Although one of the world's dominant economic experiments (free market capitalism as nicknamed by its ideologues) stagnated a lot of technological progress through inefficient distribution of education and key infrastructure, technology kept advancing exponentially nevertheless at least on micro consumer level. Mass unemployment is coming regardless of shifts to and from center-left or center-right socioeconomic structures. Even if the state started to aggressively employ millions of people, it would just delay the inevitable effects from mechanization. Although many of the rich and economic experts expect everybody to be content with doing service jobs for one another ( with the Marxist mantra of "from each according to his ability to each according to his need" repackaged as "I'm a biology major but I can cook let me bake you a pie. I've studied computer repair but can cut hair let me be your barber") the authorities know this is not sustainable in a profit driven system. The current slide into an international economic depression will reshape the world even more so than the depression of 1930s.

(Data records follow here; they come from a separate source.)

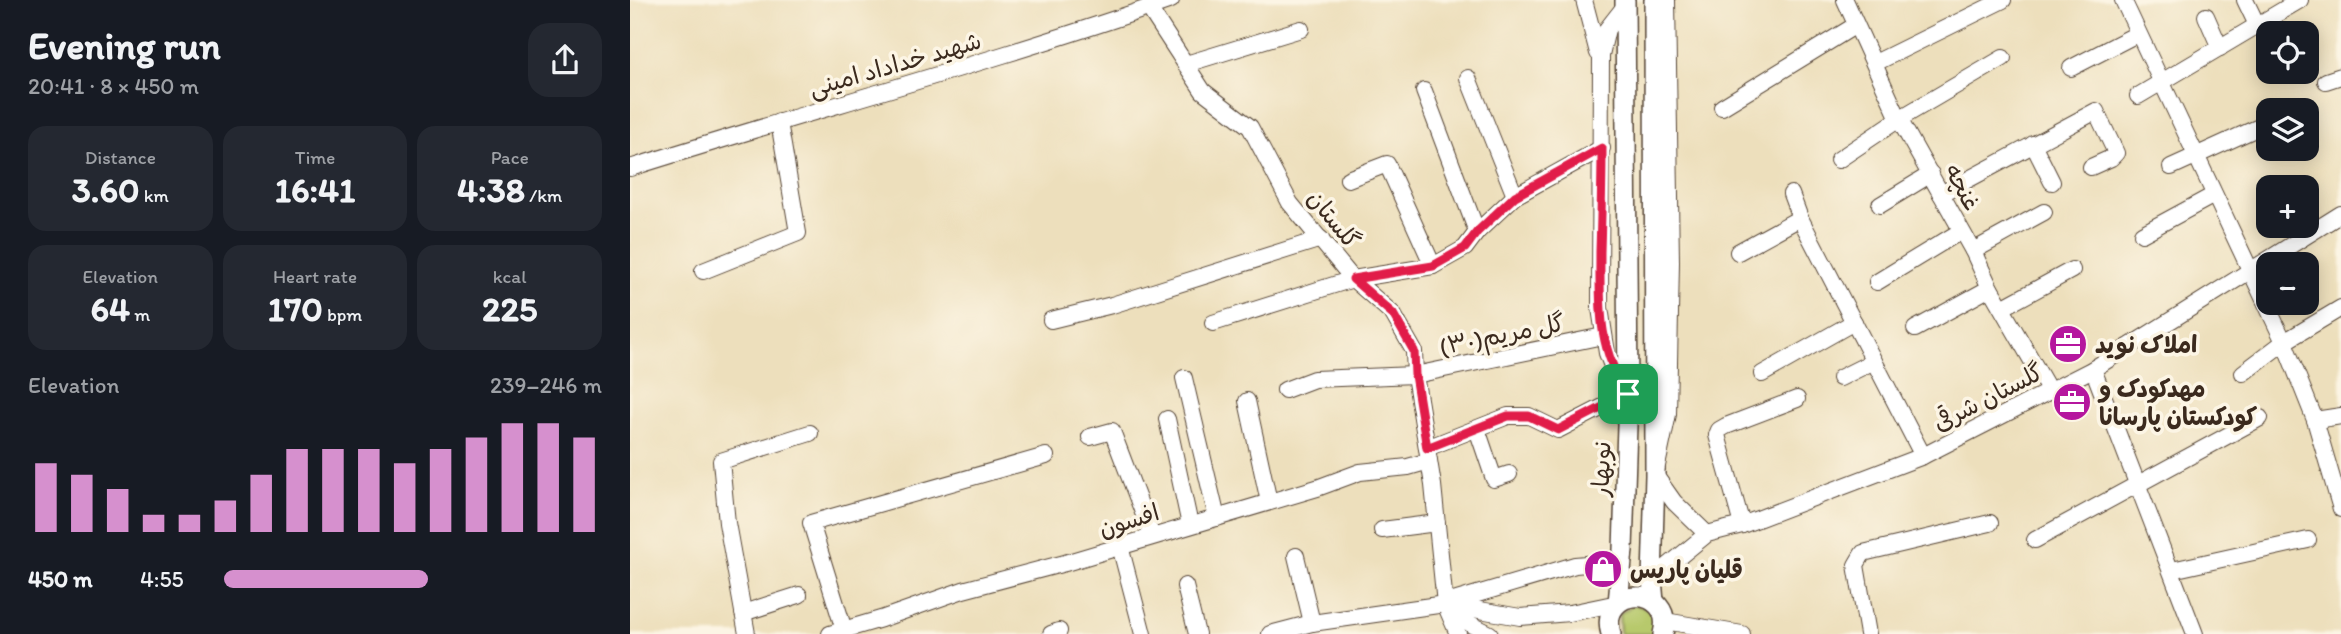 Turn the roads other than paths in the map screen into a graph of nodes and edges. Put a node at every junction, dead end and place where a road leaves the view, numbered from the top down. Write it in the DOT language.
graph roads {
  1 [pos="1171,0"];
  2 [pos="1584,0"];
  3 [pos="1654,0"];
  4 [pos="1667,0"];
  5 [pos="1845,0"];
  6 [pos="2003,0"];
  7 [pos="2123,0"];
  8 [pos="2245,0"];
  9 [pos="2300,0"];
  10 [pos="1625,3"];
  11 [pos="1149,8"];
  12 [pos="2206,16"];
  13 [pos="2262,21"];
  14 [pos="2256,22"];
  15 [pos="1856,25"];
  16 [pos="2256,25"];
  17 [pos="1301,29"];
  18 [pos="2137,34"];
  19 [pos="2220,48"];
  20 [pos="2003,58"];
  21 [pos="1875,63"];
  22 [pos="1186,64"];
  23 [pos="2071,68"];
  24 [pos="1601,69"];
  25 [pos="1468,78"];
  26 [pos="1626,81"];
  27 [pos="2162,83"];
  28 [pos="1655,84"];
  29 [pos="1424,91"];
  30 [pos="2138,96"];
  31 [pos="1722,107"];
  32 [pos="1899,119"];
  33 [pos="779,122"];
  34 [pos="2256,128"];
  35 [pos="2033,144"];
  36 [pos="1602,148"];
  37 [pos="2196,155"];
  38 [pos="1838,160"];
  39 [pos="2091,167"];
  40 [pos="2171,167"];
  41 [pos="630,168"];
  42 [pos="1931,174"];
  43 [pos="1348,179"];
  44 [pos="2052,182"];
  45 [pos="1791,194"];
  46 [pos="1941,194"];
  47 [pos="2214,195"];
  48 [pos="1515,196"];
  49 [pos="1880,205"];
  50 [pos="2044,212"];
  51 [pos="2341,214"];
  52 [pos="1800,218"];
  53 [pos="1961,231"];
  54 [pos="1477,232"];
  55 [pos="2142,234"];
  56 [pos="1321,239"];
  57 [pos="1973,251"];
  58 [pos="1738,252"];
  59 [pos="1433,266"];
  60 [pos="2072,270"];
  61 [pos="2249,270"];
  62 [pos="703,271"];
  63 [pos="1353,279"];
  64 [pos="1877,282"];
  65 [pos="1990,288"];
  66 [pos="2002,308"];
  67 [pos="2341,308"];
  68 [pos="1051,320"];
  69 [pos="1854,322"];
  70 [pos="1213,323"];
  71 [pos="1915,329"];
  72 [pos="1603,336"];
  73 [pos="2284,342"];
  74 [pos="1874,361"];
  75 [pos="2093,369"];
  76 [pos="2243,373"];
  77 [pos="1762,374"];
  78 [pos="1415,375"];
  79 [pos="1184,378"];
  80 [pos="1840,378"];
  81 [pos="1285,390"];
  82 [pos="2050,392"];
  83 [pos="1628,394"];
  84 [pos="1797,399"];
  85 [pos="1247,401"];
  86 [pos="2341,416"];
  87 [pos="2260,418"];
  88 [pos="1167,419"];
  89 [pos="2315,420"];
  90 [pos="1477,429"];
  91 [pos="810,432"];
  92 [pos="1090,437"];
  93 [pos="1428,455"];
  94 [pos="1046,456"];
  95 [pos="1923,456"];
  96 [pos="2336,470"];
  97 [pos="1509,474"];
  98 [pos="1655,475"];
  99 [pos="2138,485"];
  100 [pos="1269,502"];
  101 [pos="2341,509"];
  102 [pos="1217,518"];
  103 [pos="1437,523"];
  104 [pos="1990,523"];
  105 [pos="1190,525"];
  106 [pos="1742,525"];
  107 [pos="1382,530"];
  108 [pos="1707,534"];
  109 [pos="1152,536"];
  110 [pos="2035,540"];
  111 [pos="2308,540"];
  112 [pos="1120,546"];
  113 [pos="1296,556"];
  114 [pos="1622,561"];
  115 [pos="2172,570"];
  116 [pos="1652,579"];
  117 [pos="1185,586"];
  118 [pos="799,595"];
  119 [pos="1654,602"];
  120 [pos="1618,603"];
  121 [pos="1445,604"];
  122 [pos="743,613"];
  123 [pos="1312,623"];
  124 [pos="883,627"];
  125 [pos="1664,628"];
  126 [pos="1290,631"];
  127 [pos="837,632"];
  128 [pos="747,634"];
  129 [pos="1143,634"];
  130 [pos="1197,634"];
  131 [pos="1270,634"];
  132 [pos="1458,634"];
  133 [pos="1490,634"];
  134 [pos="1611,634"];
  135 [pos="1742,634"];
  136 [pos="1868,634"];
  137 [pos="2195,634"];
  1 -- 11 [label="street, شهید خداداد امینی"];
  2 -- 24 [label="street"];
  3 -- 28 [label="main road"];
  4 -- 98 [label="street"];
  5 -- 15 [label="street, غنچه"];
  6 -- 21 [label="street"];
  7 -- 18 [label="street"];
  8 -- 14 [label="street"];
  9 -- 13 [label="street"];
  10 -- 24 [label="street"];
  10 -- 26 [label="main road, نوبهار"];
  11 -- 22 [label="street, گلستان"];
  11 -- 33 [label="street, شهید خداداد امینی"];
  12 -- 19 [label="street"];
  15 -- 21 [label="street, غنچه"];
  15 -- 31 [label="street"];
  16 -- 19 [label="street"];
  17 -- 22 [label="street"];
  18 -- 23 [label="street"];
  18 -- 27 [label="street"];
  19 -- 27 [label="street"];
  20 -- 32 [label="street"];
  21 -- 32 [label="street, غنچه"];
  22 -- 56 [label="street, گلستان"];
  24 -- 36 [label="street"];
  25 -- 48 [label="street"];
  26 -- 28 [label="main road"];
  26 -- 83 [label="main road, نوبهار"];
  27 -- 30 [label="street"];
  27 -- 37 [label="street"];
  28 -- 98 [label="main road"];
  29 -- 54 [label="street"];
  32 -- 38 [label="street"];
  32 -- 42 [label="street, غنچه"];
  33 -- 41 [label="street, شهید خداداد امینی"];
  33 -- 62 [label="street"];
  34 -- 37 [label="street"];
  35 -- 39 [label="street"];
  35 -- 44 [label="street"];
  35 -- 46 [label="street"];
  36 -- 48 [label="street"];
  36 -- 72 [label="street"];
  37 -- 40 [label="street"];
  37 -- 47 [label="street"];
  42 -- 46 [label="street, غنچه"];
  42 -- 49 [label="street"];
  43 -- 59 [label="street"];
  45 -- 52 [label="street"];
  46 -- 53 [label="street, غنچه"];
  47 -- 55 [label="street"];
  47 -- 61 [label="street"];
  48 -- 54 [label="street"];
  50 -- 57 [label="street"];
  51 -- 61 [label="street, گلستان شرقی"];
  52 -- 58 [label="street"];
  52 -- 69 [label="street"];
  53 -- 57 [label="street, غنچه"];
  53 -- 64 [label="street"];
  54 -- 59 [label="street"];
  56 -- 63 [label="street, گلستان"];
  56 -- 68 [label="street"];
  57 -- 65 [label="street, غنچه"];
  59 -- 63 [label="street"];
  60 -- 66 [label="street"];
  61 -- 73 [label="street"];
  61 -- 75 [label="street, گلستان شرقی"];
  63 -- 70 [label="street"];
  63 -- 78 [label="street, گلستان"];
  65 -- 66 [label="street, غنچه"];
  65 -- 71 [label="street"];
  66 -- 82 [label="street, غنچه"];
  67 -- 73 [label="street"];
  69 -- 74 [label="street"];
  69 -- 77 [label="street"];
  72 -- 78 [label="street, گل مریم(۳۰)"];
  72 -- 83 [label="street"];
  73 -- 76 [label="street"];
  73 -- 89 [label="street"];
  74 -- 80 [label="street"];
  74 -- 95 [label="street"];
  75 -- 82 [label="street, گلستان شرقی"];
  75 -- 99 [label="street"];
  78 -- 81 [label="street, گل مریم(۳۰)"];
  78 -- 93 [label="street, گلستان"];
  79 -- 102 [label="street"];
  82 -- 95 [label="street, گلستان شرقی"];
  83 -- 90 [label="street, افسون"];
  83 -- 114 [label="main road, نوبهار"];
  84 -- 106 [label="street"];
  85 -- 100 [label="street"];
  86 -- 89 [label="street"];
  87 -- 99 [label="street"];
  88 -- 105 [label="street"];
  89 -- 96 [label="street"];
  90 -- 93 [label="street, افسون"];
  90 -- 97 [label="street"];
  91 -- 122 [label="street"];
  92 -- 109 [label="street"];
  93 -- 100 [label="street, افسون"];
  93 -- 103 [label="street, گلستان"];
  94 -- 127 [label="street"];
  95 -- 106 [label="street, گلستان شرقی"];
  96 -- 101 [label="street"];
  98 -- 108 [label="street"];
  98 -- 116 [label="main road"];
  99 -- 110 [label="street"];
  99 -- 115 [label="street"];
  100 -- 102 [label="street, افسون"];
  102 -- 105 [label="street, افسون"];
  103 -- 107 [label="street"];
  103 -- 121 [label="street, گلستان"];
  104 -- 136 [label="street"];
  105 -- 109 [label="street, افسون"];
  106 -- 108 [label="street, گلستان شرقی"];
  108 -- 116 [label="street, گلستان شرقی"];
  109 -- 112 [label="street, افسون"];
  111 -- 115 [label="street"];
  112 -- 124 [label="street, افسون"];
  112 -- 129 [label="street"];
  113 -- 123 [label="street"];
  114 -- 120 [label="main road, نوبهار"];
  114 -- 121 [label="street"];
  115 -- 137 [label="street"];
  116 -- 119 [label="main road"];
  117 -- 130 [label="street"];
  118 -- 122 [label="street"];
  119 -- 120 [label="main road"];
  119 -- 125 [label="main road"];
  120 -- 121 [label="street"];
  120 -- 134 [label="main road, نوبهار"];
  121 -- 123 [label="street"];
  121 -- 132 [label="street, گلستان"];
  121 -- 133 [label="street"];
  122 -- 128 [label="street"];
  123 -- 126 [label="street"];
  124 -- 127 [label="street, افسون"];
  125 -- 135 [label="street"];
  126 -- 131 [label="street"];
}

Oligarchs will try once again to preserve capitalist structures by reducing unemployment through provision of new welfare safety nets, reducing competition between workers through idling them in universities or sending them to war, and shifting political support towards more state capitalism.
As more engineers, scientists, researchers, and mathematicians publicly realize just how much more efficient 21st century direct state provision of goods and services is, it'll be increasingly difficult for governments of the world to justify their efforts at placating the rising tide of unemployed and underemployed. State capitalism can only go so far in the face of material reality. Rising unemployment among large swaths of the population, social stagnation, falling profits is the only outcome of 19th century Laissez Faire economics grafted on top of 21st century scientific possibility. The rich will have to decide whether to push the world's rising unemployed further into suffering and possible violent revolt or to provide a livable stipend and thus try to preserve personal power and some profit.
THE FUTURE IS RUSHING UPON US
We're in for a wild ride. Exponentially accelerating technological, cultural, and socioeconomic evolution means that every year will see more developments than the previous one. More change will happen between now and 2050 than during all of humanity's past. Let's explore the 21st century and ride this historic wave of planetary transition with a confident open mind.